**DATASET CONTENT**
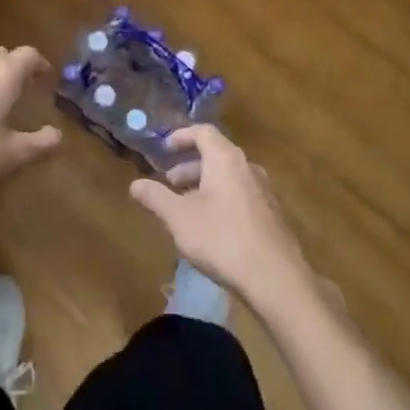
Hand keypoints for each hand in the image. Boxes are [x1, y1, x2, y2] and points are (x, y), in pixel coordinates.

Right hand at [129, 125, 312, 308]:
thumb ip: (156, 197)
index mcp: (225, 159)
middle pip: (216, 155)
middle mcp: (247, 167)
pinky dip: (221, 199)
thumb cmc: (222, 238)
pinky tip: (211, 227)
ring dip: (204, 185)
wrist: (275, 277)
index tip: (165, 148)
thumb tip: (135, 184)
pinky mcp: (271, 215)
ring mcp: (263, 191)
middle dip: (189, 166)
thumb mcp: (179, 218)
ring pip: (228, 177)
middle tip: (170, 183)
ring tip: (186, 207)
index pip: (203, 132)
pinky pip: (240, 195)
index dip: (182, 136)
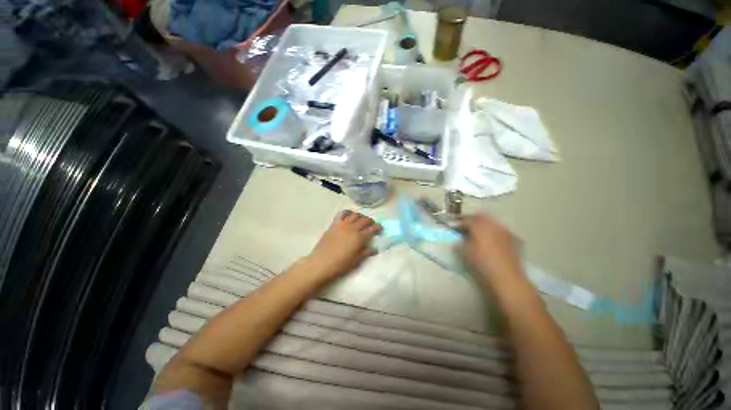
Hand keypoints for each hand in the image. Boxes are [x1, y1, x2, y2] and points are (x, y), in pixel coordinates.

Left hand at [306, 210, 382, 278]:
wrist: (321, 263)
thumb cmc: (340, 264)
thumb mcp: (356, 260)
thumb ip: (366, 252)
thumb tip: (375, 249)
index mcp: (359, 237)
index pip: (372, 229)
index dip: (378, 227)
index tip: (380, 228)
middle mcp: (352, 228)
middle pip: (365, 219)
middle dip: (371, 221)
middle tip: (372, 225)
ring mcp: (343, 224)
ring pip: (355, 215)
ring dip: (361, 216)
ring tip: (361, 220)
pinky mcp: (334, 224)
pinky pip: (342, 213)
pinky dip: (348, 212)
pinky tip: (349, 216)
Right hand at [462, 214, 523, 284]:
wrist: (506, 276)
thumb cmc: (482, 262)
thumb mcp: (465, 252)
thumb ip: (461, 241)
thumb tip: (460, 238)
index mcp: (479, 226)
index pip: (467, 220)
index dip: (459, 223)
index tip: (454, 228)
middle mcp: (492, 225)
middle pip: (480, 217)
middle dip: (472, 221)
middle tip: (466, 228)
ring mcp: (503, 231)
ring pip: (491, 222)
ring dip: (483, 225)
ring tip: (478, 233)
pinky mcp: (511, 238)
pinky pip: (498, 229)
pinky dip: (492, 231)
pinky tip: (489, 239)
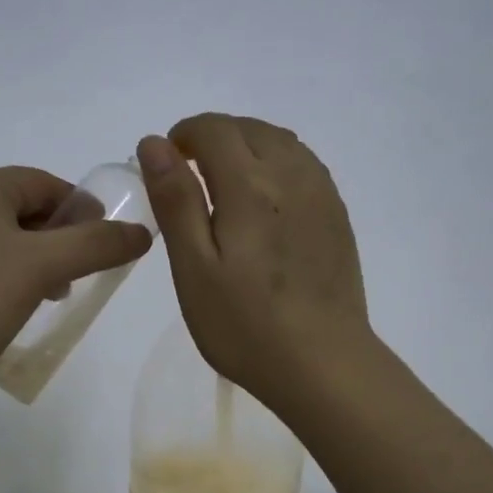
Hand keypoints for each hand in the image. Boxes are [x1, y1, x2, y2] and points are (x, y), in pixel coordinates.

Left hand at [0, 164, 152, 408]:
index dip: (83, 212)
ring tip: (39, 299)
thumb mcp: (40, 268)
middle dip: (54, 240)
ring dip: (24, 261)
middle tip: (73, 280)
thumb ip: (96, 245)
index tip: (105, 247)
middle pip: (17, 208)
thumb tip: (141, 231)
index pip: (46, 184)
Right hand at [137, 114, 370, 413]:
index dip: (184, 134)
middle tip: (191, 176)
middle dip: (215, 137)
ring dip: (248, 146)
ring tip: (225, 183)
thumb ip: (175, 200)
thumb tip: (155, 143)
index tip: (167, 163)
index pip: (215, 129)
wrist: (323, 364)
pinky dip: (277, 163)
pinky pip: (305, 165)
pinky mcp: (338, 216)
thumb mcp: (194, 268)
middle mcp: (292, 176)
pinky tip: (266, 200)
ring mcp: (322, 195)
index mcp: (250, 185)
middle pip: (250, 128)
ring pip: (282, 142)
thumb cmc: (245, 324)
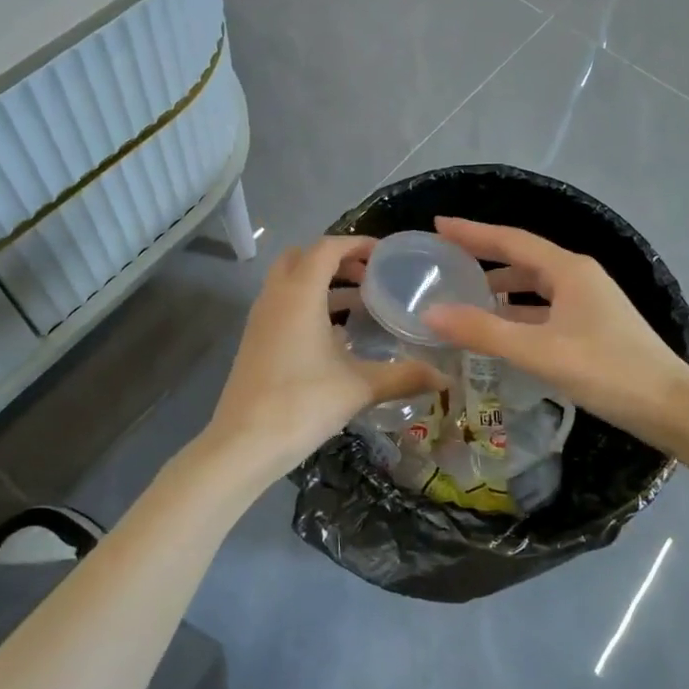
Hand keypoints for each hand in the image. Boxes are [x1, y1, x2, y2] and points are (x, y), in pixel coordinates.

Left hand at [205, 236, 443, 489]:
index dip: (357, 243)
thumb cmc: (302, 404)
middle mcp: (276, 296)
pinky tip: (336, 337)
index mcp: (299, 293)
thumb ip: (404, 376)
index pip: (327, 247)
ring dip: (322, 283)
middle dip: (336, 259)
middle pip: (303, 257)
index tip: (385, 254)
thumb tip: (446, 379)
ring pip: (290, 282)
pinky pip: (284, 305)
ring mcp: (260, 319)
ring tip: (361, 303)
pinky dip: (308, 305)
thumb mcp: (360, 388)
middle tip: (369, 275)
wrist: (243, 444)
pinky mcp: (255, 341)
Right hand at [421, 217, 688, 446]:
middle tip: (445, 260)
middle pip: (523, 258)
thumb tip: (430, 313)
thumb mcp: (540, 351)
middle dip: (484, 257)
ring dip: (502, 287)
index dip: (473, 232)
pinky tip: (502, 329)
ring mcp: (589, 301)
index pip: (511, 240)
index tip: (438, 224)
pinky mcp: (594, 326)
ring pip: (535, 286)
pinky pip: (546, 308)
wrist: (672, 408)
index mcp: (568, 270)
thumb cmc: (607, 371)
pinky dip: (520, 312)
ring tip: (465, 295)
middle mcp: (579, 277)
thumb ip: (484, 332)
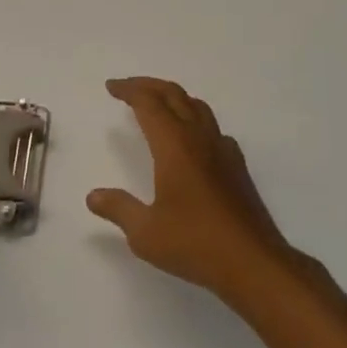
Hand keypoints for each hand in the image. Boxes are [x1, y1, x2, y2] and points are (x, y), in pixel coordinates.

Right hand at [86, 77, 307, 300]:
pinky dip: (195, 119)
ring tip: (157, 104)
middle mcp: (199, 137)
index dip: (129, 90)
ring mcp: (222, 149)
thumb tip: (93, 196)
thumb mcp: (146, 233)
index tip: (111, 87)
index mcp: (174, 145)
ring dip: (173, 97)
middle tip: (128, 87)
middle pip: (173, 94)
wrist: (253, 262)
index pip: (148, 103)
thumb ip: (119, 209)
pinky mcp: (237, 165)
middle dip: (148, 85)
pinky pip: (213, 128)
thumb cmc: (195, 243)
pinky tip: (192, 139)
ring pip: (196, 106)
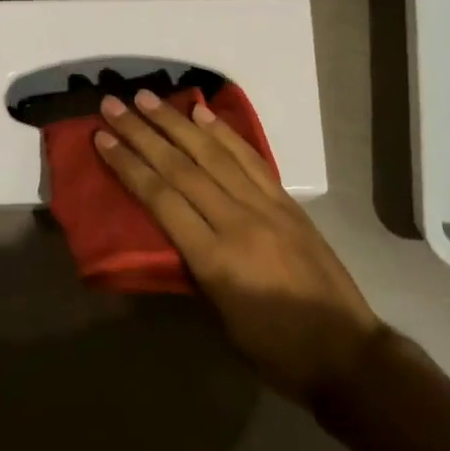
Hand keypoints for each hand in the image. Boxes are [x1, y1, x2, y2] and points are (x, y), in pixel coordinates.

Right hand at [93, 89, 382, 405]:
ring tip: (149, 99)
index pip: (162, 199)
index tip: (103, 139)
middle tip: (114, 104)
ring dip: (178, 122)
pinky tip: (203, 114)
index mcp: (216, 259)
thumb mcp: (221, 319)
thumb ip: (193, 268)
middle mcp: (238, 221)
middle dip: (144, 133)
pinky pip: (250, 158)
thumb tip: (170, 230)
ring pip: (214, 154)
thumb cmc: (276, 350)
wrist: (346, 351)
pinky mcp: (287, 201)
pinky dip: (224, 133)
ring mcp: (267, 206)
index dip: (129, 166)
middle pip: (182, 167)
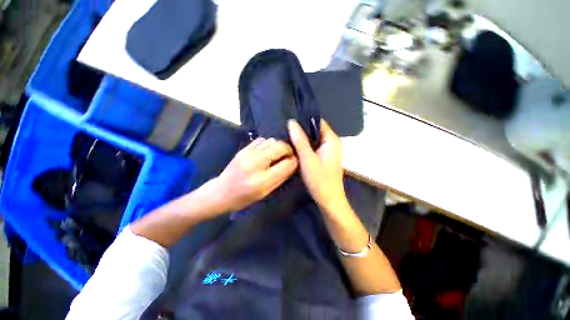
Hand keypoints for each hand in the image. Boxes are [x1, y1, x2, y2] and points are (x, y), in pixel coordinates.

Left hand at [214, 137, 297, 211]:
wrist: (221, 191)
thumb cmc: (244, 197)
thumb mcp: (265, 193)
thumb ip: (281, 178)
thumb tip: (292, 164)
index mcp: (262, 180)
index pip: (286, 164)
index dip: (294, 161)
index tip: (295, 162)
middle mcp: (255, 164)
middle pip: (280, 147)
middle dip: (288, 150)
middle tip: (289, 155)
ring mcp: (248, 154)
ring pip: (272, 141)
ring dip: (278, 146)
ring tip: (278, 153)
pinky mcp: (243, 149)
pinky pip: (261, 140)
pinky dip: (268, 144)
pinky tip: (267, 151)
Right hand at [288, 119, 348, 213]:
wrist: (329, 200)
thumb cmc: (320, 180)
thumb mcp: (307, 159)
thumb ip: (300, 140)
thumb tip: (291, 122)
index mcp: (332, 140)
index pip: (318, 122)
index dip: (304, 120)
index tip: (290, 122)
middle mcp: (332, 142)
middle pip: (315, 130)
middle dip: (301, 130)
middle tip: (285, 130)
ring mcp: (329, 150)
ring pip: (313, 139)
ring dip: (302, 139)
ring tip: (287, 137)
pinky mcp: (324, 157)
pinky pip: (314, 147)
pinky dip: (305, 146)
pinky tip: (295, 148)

**REQUIRED WORK**
Your copy should be the entries retyped exactly, with no images in it.

**OUTPUT FOR THIS EXERCISE**
Hand keypoints for each hand in the image. Boxes are [x1, y1, x2, y2] and points are (x, y), in pixel coordinates.

Right hand at [129, 125, 312, 308]:
thumb ip: (156, 197)
index mcp: (225, 159)
middle pip: (216, 155)
middle mcp: (247, 167)
pinky dip: (221, 199)
thumb cmc: (222, 238)
pinky tip: (211, 227)
ring dip: (204, 185)
wrist: (275, 277)
index tip: (165, 148)
thumb tip: (135, 184)
pinky mcp: (271, 215)
ring mcp: (263, 191)
middle dip: (189, 166)
thumb mcp: (179, 218)
ring pip: (228, 177)
middle tip: (170, 183)
ring tip: (186, 207)
index pip: (203, 132)
pinky pip: (240, 195)
index dip: (182, 136)
Hand keypoints for each hand in the image. Boxes are [x1, y1, x2, y2] and points are (x, y), in pixel coordinates.

Left hand at [306, 210, 382, 278]:
wrist: (321, 263)
thumb cmc: (340, 264)
thumb mcp: (356, 260)
thumb ip: (366, 252)
thumb tip: (375, 249)
index mcp: (359, 237)
index pip: (372, 229)
index dip: (378, 227)
index tip: (380, 228)
middle mcp: (352, 228)
middle pip: (365, 219)
middle dip: (371, 221)
middle tip: (372, 225)
ring mcp: (343, 224)
ring pip: (355, 215)
ring dip: (361, 216)
ring tip: (361, 220)
pinky mcp: (334, 224)
pinky pip: (342, 213)
pinky dip: (348, 212)
pinky tip: (349, 216)
Right hand at [462, 214, 523, 284]:
wrist: (506, 276)
thumb cmc: (482, 262)
thumb mcp: (465, 252)
thumb ip: (461, 241)
thumb tip: (460, 238)
index mcp: (479, 226)
index pip: (467, 220)
index dip: (459, 223)
index tip: (454, 228)
middle mcp: (492, 225)
middle pip: (480, 217)
middle dip: (472, 221)
middle tip: (466, 228)
ring mcp: (503, 231)
ring pip: (491, 222)
ring dip: (483, 225)
ring tip: (478, 233)
pinky mcp: (511, 238)
pinky pip: (498, 229)
pinky dip: (492, 231)
pinky tip: (489, 239)
Hand keypoints for each hand in the image. Boxes are [x1, y1, x2, y2] and points are (x, y), in pixel coordinates.

Left hand at [0, 164, 152, 408]:
index dip: (83, 212)
ring tip: (39, 299)
thumb mcp: (40, 268)
middle dip: (54, 240)
ring dip: (24, 261)
middle tip: (73, 280)
thumb ip: (96, 245)
index tip: (105, 247)
middle pip: (17, 208)
thumb tip: (141, 231)
index pip: (46, 184)
Right hand at [137, 114, 370, 413]:
index dip: (184, 134)
middle tip: (191, 176)
middle dip: (215, 137)
ring dip: (248, 146)
ring tip: (225, 183)
thumb ip: (175, 200)
thumb tip: (155, 143)
index tip: (167, 163)
index pip: (215, 129)
wrist: (323, 364)
pinky dip: (277, 163)
pinky pip: (305, 165)
pinky mcp: (338, 216)
thumb mcp: (194, 268)
middle mcp: (292, 176)
pinky tip: (266, 200)
ring mcp: (322, 195)
index mcp: (250, 185)
middle pip: (250, 128)
ring pip: (282, 142)
thumb cmc: (245, 324)
Hand keypoints for each hand in the image. Boxes are [x1, y1, x2, y2] and points are (x, y), in pixel coordinates.

Left hand at [205, 236, 443, 489]:
index dip: (357, 243)
thumb cmc: (302, 404)
middle mcp: (276, 296)
pinky tip: (336, 337)
index mcp: (299, 293)
thumb ip: (404, 376)
index pip: (327, 247)
ring dip: (322, 283)
middle dip: (336, 259)
middle pip: (303, 257)
index tip: (385, 254)
thumb tip: (446, 379)
ring pip: (290, 282)
pinky pip: (284, 305)
ring mcp: (260, 319)
ring tip: (361, 303)
pinky dip: (308, 305)
thumb mcp: (360, 388)
middle tip: (369, 275)
wrist: (243, 444)
pinky mcp: (255, 341)
Right hand at [421, 217, 688, 446]:
middle tip: (445, 260)
middle pip: (523, 258)
thumb tip: (430, 313)
thumb mcp: (540, 351)
middle dip: (484, 257)
ring dip: (502, 287)
index dip: (473, 232)
pinky tip: (502, 329)
ring mcp: (589, 301)
index pip: (511, 240)
index tip: (438, 224)
pinky mcp: (594, 326)
ring pip: (535, 286)
pinky pip: (546, 308)
wrist: (672, 408)
index mcp: (568, 270)
thumb cmc: (607, 371)
pinky dip: (520, 312)
ring tip: (465, 295)
middle mcp: (579, 277)
thumb ip: (484, 332)
Hand keypoints for each hand in the image. Boxes are [x1, y1, x2, y2] and points are (x, y), in pixel coordinates.

Right hand at [86, 77, 307, 300]:
pinky dip: (195, 119)
ring tip: (157, 104)
middle mcp: (199, 137)
index dip: (129, 90)
ring mcp: (222, 149)
thumb tip: (93, 196)
thumb mcp: (146, 233)
index tip: (111, 87)
index mcp: (174, 145)
ring dip: (173, 97)
middle tip: (128, 87)
middle pip: (173, 94)
wrist: (253, 262)
index pip: (148, 103)
thumb ip: (119, 209)
pinky mcp: (237, 165)
middle dip: (148, 85)
pinky pip: (213, 128)
thumb cmc: (195, 243)
pinky tip: (192, 139)
ring pip: (196, 106)
Hand keypoints for each hand in the image. Boxes are [x1, y1, x2, y2] and points are (x, y), in pixel coordinates.

Right hand at [93, 89, 382, 405]:
ring tip: (149, 99)
index pip: (162, 199)
index tip: (103, 139)
middle tip: (114, 104)
ring dip: (178, 122)
pinky tip: (203, 114)
index mcp: (216, 259)
thumb mcp: (221, 319)
thumb ip: (193, 268)
middle mcp: (238, 221)
middle dip: (144, 133)
pinky pip: (250, 158)
thumb tip: (170, 230)
ring pip: (214, 154)
thumb cmc: (276, 350)
wrist: (346, 351)
pinky mcp: (287, 201)
pinky dip: (224, 133)
ring mcp: (267, 206)
index dip: (129, 166)
middle pip: (182, 167)
Hand keypoints for each hand in the image. Boxes are [x1, y1, x2, y2] and points are (x, y), in pixel coordinates.

Left hand at [214, 137, 297, 211]:
wrist: (221, 191)
thumb cmc: (244, 197)
thumb mcp: (265, 193)
thumb ip: (281, 178)
thumb tip: (292, 164)
index mcp: (262, 180)
index pip: (286, 164)
index dip: (294, 161)
index tip: (295, 162)
middle mcp: (255, 164)
middle pip: (280, 147)
middle dip: (288, 150)
middle tip: (289, 155)
ring mcp: (248, 154)
ring pip: (272, 141)
ring dip: (278, 146)
ring tip: (278, 153)
pinky mcp: (243, 149)
pinky pip: (261, 140)
pinky dip: (268, 144)
pinky tip: (267, 151)
Right hand at [288, 119, 348, 213]:
wrist: (329, 200)
thumb cmc: (320, 180)
thumb mcp: (307, 159)
thumb ip: (300, 140)
thumb tip: (291, 122)
index mcp: (332, 140)
index pip: (318, 122)
index dip: (304, 120)
index tip: (290, 122)
middle mcp: (332, 142)
middle pip: (315, 130)
middle dip: (301, 130)
middle tip: (285, 130)
ring mcp: (329, 150)
ring pip: (313, 139)
ring dip: (302, 139)
ring tip: (287, 137)
pinky mcp: (324, 157)
pinky pip: (314, 147)
pinky dip: (305, 146)
pinky tip: (295, 148)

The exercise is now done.